■ **Task goal**
Retype each entry exactly.

*** Opening of Extracted material ***

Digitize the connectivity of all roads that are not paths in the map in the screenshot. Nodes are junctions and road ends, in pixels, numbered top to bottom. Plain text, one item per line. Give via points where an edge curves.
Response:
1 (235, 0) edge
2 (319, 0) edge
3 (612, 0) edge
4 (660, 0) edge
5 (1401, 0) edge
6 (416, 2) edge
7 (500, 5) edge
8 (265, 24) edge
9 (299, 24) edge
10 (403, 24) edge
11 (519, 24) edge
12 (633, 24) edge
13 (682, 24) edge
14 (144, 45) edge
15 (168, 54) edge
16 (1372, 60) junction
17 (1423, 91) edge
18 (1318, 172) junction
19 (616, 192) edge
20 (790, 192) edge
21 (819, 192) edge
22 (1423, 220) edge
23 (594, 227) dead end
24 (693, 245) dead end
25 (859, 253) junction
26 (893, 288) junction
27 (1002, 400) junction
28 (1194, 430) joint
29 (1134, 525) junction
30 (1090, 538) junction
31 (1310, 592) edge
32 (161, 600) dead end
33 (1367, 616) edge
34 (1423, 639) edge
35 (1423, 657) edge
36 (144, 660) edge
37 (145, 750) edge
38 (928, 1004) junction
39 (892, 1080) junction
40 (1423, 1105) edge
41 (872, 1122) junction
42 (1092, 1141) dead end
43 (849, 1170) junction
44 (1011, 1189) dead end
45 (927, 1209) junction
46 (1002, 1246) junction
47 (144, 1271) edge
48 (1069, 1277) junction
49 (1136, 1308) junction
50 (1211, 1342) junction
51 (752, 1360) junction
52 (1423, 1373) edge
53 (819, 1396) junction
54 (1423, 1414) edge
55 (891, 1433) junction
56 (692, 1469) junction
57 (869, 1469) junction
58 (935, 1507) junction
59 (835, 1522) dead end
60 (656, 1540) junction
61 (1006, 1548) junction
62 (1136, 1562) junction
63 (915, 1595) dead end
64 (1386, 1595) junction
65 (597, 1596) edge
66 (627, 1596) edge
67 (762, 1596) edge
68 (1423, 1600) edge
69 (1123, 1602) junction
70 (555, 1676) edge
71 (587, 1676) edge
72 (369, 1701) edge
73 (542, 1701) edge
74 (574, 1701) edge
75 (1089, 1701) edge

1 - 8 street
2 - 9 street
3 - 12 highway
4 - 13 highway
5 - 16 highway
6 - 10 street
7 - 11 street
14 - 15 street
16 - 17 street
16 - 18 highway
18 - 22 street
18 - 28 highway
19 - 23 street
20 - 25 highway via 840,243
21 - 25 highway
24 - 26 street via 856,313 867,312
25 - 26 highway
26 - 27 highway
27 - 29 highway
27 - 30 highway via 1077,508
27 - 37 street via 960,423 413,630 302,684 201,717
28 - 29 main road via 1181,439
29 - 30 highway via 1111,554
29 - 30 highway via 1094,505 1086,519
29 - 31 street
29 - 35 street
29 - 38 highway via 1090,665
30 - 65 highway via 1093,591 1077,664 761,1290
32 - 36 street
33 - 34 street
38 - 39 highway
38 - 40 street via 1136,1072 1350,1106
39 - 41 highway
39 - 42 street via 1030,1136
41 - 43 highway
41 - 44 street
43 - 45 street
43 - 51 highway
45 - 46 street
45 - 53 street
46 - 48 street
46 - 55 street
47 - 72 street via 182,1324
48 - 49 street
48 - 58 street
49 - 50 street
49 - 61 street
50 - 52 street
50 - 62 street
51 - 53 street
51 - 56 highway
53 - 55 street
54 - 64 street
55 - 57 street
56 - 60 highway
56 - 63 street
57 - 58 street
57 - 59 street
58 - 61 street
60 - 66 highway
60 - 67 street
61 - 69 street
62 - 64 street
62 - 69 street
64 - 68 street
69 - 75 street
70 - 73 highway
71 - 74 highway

*** Close of Extracted material ***

■ **Problem solution**
Digitize the connectivity of all roads that are not paths in the map in the screenshot. Nodes are junctions and road ends, in pixels, numbered top to bottom. Plain text, one item per line. Give via points where an edge curves.
Response:
1 (235, 0) edge
2 (319, 0) edge
3 (612, 0) edge
4 (660, 0) edge
5 (1401, 0) edge
6 (416, 2) edge
7 (500, 5) edge
8 (265, 24) edge
9 (299, 24) edge
10 (403, 24) edge
11 (519, 24) edge
12 (633, 24) edge
13 (682, 24) edge
14 (144, 45) edge
15 (168, 54) edge
16 (1372, 60) junction
17 (1423, 91) edge
18 (1318, 172) junction
19 (616, 192) edge
20 (790, 192) edge
21 (819, 192) edge
22 (1423, 220) edge
23 (594, 227) dead end
24 (693, 245) dead end
25 (859, 253) junction
26 (893, 288) junction
27 (1002, 400) junction
28 (1194, 430) joint
29 (1134, 525) junction
30 (1090, 538) junction
31 (1310, 592) edge
32 (161, 600) dead end
33 (1367, 616) edge
34 (1423, 639) edge
35 (1423, 657) edge
36 (144, 660) edge
37 (145, 750) edge
38 (928, 1004) junction
39 (892, 1080) junction
40 (1423, 1105) edge
41 (872, 1122) junction
42 (1092, 1141) dead end
43 (849, 1170) junction
44 (1011, 1189) dead end
45 (927, 1209) junction
46 (1002, 1246) junction
47 (144, 1271) edge
48 (1069, 1277) junction
49 (1136, 1308) junction
50 (1211, 1342) junction
51 (752, 1360) junction
52 (1423, 1373) edge
53 (819, 1396) junction
54 (1423, 1414) edge
55 (891, 1433) junction
56 (692, 1469) junction
57 (869, 1469) junction
58 (935, 1507) junction
59 (835, 1522) dead end
60 (656, 1540) junction
61 (1006, 1548) junction
62 (1136, 1562) junction
63 (915, 1595) dead end
64 (1386, 1595) junction
65 (597, 1596) edge
66 (627, 1596) edge
67 (762, 1596) edge
68 (1423, 1600) edge
69 (1123, 1602) junction
70 (555, 1676) edge
71 (587, 1676) edge
72 (369, 1701) edge
73 (542, 1701) edge
74 (574, 1701) edge
75 (1089, 1701) edge

1 - 8 street
2 - 9 street
3 - 12 highway
4 - 13 highway
5 - 16 highway
6 - 10 street
7 - 11 street
14 - 15 street
16 - 17 street
16 - 18 highway
18 - 22 street
18 - 28 highway
19 - 23 street
20 - 25 highway via 840,243
21 - 25 highway
24 - 26 street via 856,313 867,312
25 - 26 highway
26 - 27 highway
27 - 29 highway
27 - 30 highway via 1077,508
27 - 37 street via 960,423 413,630 302,684 201,717
28 - 29 main road via 1181,439
29 - 30 highway via 1111,554
29 - 30 highway via 1094,505 1086,519
29 - 31 street
29 - 35 street
29 - 38 highway via 1090,665
30 - 65 highway via 1093,591 1077,664 761,1290
32 - 36 street
33 - 34 street
38 - 39 highway
38 - 40 street via 1136,1072 1350,1106
39 - 41 highway
39 - 42 street via 1030,1136
41 - 43 highway
41 - 44 street
43 - 45 street
43 - 51 highway
45 - 46 street
45 - 53 street
46 - 48 street
46 - 55 street
47 - 72 street via 182,1324
48 - 49 street
48 - 58 street
49 - 50 street
49 - 61 street
50 - 52 street
50 - 62 street
51 - 53 street
51 - 56 highway
53 - 55 street
54 - 64 street
55 - 57 street
56 - 60 highway
56 - 63 street
57 - 58 street
57 - 59 street
58 - 61 street
60 - 66 highway
60 - 67 street
61 - 69 street
62 - 64 street
62 - 69 street
64 - 68 street
69 - 75 street
70 - 73 highway
71 - 74 highway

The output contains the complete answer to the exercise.